I permanently came to live in the US at the age of five when I was diagnosed with open and close angled Glaucoma in both eyes. My medical visa helped me make a permanent home with my family near Boston where I began my main stream public education.

I went through some struggle with the school system through the years but I was mostly a dual learner, both visual and tactual which meant that I relied on both braille and extremely large print on a closed circuit television.

As the years went on, I brought more and more of my close family to the US where we continued to live. I learned English and Braille to a better degree and picked up technology like the PC and braille light. Math and the visual sciences game me trouble but my braille teachers assisted me enough so that I could get by with A’s and B’s My family was pushy for me to get good grades. I’m still like that today. I like to be almost perfect if not perfect.

High school rolled around and I continued to push through school and I continued to push through school. I met other peers who were blind and had some friends in the blind world and not so much in the sited world. I had trouble fitting in. I enjoyed my O&M instructors and learned more and more about traveling independently. I found colleges that interested me and did better in subjects like English and Psychology than Math and Physics. That lead me into getting a few scholarships from my school and brought me to the end of that four years. I took part in my choir from fourth grade and to the end of high school. I’d continue it for another two years in undergrad as well.

I then moved on to Simmons College where I enjoyed the disabilities’ department and was able to be a strong advocate for myself and other students who needed someone to talk to. I had begun to listen to described movies and radio dramas back in high school and only found new ways to do so in college. I began to successfully make my own radio dramas and post them to a website. Www.lightningbolt.podbean.com I called my show “Lightningbolt Theater of the Mind.” It was a good social networking place.

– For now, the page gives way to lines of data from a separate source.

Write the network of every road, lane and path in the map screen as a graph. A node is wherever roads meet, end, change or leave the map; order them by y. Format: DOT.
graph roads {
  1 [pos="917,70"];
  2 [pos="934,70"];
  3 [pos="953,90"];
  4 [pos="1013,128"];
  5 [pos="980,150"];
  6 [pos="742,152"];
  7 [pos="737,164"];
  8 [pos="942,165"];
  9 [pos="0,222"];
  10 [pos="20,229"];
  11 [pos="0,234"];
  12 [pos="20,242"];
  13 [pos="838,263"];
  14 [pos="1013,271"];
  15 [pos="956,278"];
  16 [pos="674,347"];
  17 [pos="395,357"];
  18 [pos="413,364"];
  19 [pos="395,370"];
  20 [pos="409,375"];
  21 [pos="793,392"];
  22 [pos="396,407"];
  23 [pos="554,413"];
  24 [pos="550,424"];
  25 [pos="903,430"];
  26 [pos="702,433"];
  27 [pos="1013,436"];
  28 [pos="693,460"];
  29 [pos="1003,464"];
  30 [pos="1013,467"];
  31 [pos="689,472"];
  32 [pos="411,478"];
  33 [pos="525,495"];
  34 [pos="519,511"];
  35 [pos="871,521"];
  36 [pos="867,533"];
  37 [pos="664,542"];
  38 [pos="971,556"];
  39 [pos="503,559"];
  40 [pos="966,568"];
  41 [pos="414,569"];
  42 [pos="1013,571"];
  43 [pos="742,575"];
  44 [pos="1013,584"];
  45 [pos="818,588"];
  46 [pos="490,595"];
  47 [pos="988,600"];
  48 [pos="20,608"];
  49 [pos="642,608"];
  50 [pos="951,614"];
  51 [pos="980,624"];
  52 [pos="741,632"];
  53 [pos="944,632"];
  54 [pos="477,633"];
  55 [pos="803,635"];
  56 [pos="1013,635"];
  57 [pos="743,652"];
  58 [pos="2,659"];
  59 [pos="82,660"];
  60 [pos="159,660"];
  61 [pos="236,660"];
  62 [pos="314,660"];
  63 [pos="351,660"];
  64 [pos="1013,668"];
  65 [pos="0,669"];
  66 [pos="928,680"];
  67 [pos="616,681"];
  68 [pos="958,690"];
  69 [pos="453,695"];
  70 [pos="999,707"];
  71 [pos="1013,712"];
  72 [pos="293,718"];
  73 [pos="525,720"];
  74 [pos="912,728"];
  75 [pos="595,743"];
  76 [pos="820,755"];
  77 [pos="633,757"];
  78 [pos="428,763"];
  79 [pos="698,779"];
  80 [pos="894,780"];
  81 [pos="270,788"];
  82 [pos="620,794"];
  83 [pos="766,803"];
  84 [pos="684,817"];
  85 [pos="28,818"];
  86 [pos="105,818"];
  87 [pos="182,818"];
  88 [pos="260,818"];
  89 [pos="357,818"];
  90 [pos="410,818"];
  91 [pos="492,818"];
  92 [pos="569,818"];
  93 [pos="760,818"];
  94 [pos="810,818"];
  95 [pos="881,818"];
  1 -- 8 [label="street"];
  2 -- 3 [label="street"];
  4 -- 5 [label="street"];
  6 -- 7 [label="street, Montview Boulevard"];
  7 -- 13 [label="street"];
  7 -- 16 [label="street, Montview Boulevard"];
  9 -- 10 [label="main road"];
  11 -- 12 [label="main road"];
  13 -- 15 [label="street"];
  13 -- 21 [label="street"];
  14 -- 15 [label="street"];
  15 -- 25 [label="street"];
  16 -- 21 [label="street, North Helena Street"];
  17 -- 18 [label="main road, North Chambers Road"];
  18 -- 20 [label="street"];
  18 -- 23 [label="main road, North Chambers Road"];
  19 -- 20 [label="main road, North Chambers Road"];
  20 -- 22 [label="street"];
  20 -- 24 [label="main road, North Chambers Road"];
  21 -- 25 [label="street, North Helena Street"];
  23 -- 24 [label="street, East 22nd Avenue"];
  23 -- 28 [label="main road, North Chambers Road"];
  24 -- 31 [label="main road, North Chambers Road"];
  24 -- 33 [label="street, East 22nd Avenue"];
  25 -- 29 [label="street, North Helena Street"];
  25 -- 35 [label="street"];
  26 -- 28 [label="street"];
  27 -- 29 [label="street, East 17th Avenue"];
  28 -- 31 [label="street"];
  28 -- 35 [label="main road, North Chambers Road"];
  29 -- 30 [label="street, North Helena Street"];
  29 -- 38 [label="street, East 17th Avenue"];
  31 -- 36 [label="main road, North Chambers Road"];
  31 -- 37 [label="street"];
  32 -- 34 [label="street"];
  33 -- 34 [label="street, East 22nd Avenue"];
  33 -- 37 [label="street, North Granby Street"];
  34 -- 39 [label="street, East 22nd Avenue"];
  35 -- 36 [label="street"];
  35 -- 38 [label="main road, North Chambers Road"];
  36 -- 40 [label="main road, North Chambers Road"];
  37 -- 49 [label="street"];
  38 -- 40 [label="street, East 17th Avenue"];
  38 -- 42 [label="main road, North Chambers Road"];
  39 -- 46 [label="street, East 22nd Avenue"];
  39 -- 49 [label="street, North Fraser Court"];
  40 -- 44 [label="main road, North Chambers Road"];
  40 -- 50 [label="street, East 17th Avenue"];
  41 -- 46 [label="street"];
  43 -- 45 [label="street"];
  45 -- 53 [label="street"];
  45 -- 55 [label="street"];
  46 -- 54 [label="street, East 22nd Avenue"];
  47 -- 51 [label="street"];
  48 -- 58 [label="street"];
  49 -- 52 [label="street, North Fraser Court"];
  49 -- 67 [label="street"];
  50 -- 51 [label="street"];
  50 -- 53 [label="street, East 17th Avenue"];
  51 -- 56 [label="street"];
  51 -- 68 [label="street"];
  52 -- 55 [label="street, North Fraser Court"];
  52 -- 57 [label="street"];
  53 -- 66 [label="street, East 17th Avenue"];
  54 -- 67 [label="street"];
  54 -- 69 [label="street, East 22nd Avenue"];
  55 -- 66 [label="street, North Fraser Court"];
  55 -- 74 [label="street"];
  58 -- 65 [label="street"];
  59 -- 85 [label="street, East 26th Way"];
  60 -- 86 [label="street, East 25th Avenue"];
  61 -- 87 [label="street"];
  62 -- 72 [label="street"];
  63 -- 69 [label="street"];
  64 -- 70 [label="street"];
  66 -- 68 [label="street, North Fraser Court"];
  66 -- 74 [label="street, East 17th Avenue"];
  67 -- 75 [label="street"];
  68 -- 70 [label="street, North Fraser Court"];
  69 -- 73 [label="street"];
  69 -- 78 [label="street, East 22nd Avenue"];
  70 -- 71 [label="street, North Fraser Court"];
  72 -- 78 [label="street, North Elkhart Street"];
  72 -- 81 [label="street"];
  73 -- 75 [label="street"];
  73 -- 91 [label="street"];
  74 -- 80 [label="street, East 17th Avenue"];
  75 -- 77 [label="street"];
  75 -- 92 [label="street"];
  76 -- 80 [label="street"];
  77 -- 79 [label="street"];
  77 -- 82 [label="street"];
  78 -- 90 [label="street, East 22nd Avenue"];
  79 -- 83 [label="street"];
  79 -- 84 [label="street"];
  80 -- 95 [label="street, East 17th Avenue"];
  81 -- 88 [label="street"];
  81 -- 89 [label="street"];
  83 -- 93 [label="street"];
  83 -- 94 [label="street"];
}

I joined the school radio station and chorus, and moved from my dorm, to an apartment, and to home. I got my guide dog Wendell just before entering College. He is from the Seeing Eye and is a golden lab who is now eight. He has brown ears and yellow fur. He sheds a lot but is friendly and loves to lick and get belly rubs. I graduated with a BA in English and I minored in Radio communications and special education moderate disabilities.

I then moved on to UMass Boston where I am a graduate student currently working to get my license to be a teacher of the visually impaired. I have completed my course work and am now working on my state testing and then practicum before getting my MA. I am describing content that wasn’t available on descriptive such as the old doctor who episodes from the sixties. Those are not available to the public and I feel like they should be. I am using the series transcripts from on line to be able to know what’s going on and to then have the ability to put the descriptive track in the right place.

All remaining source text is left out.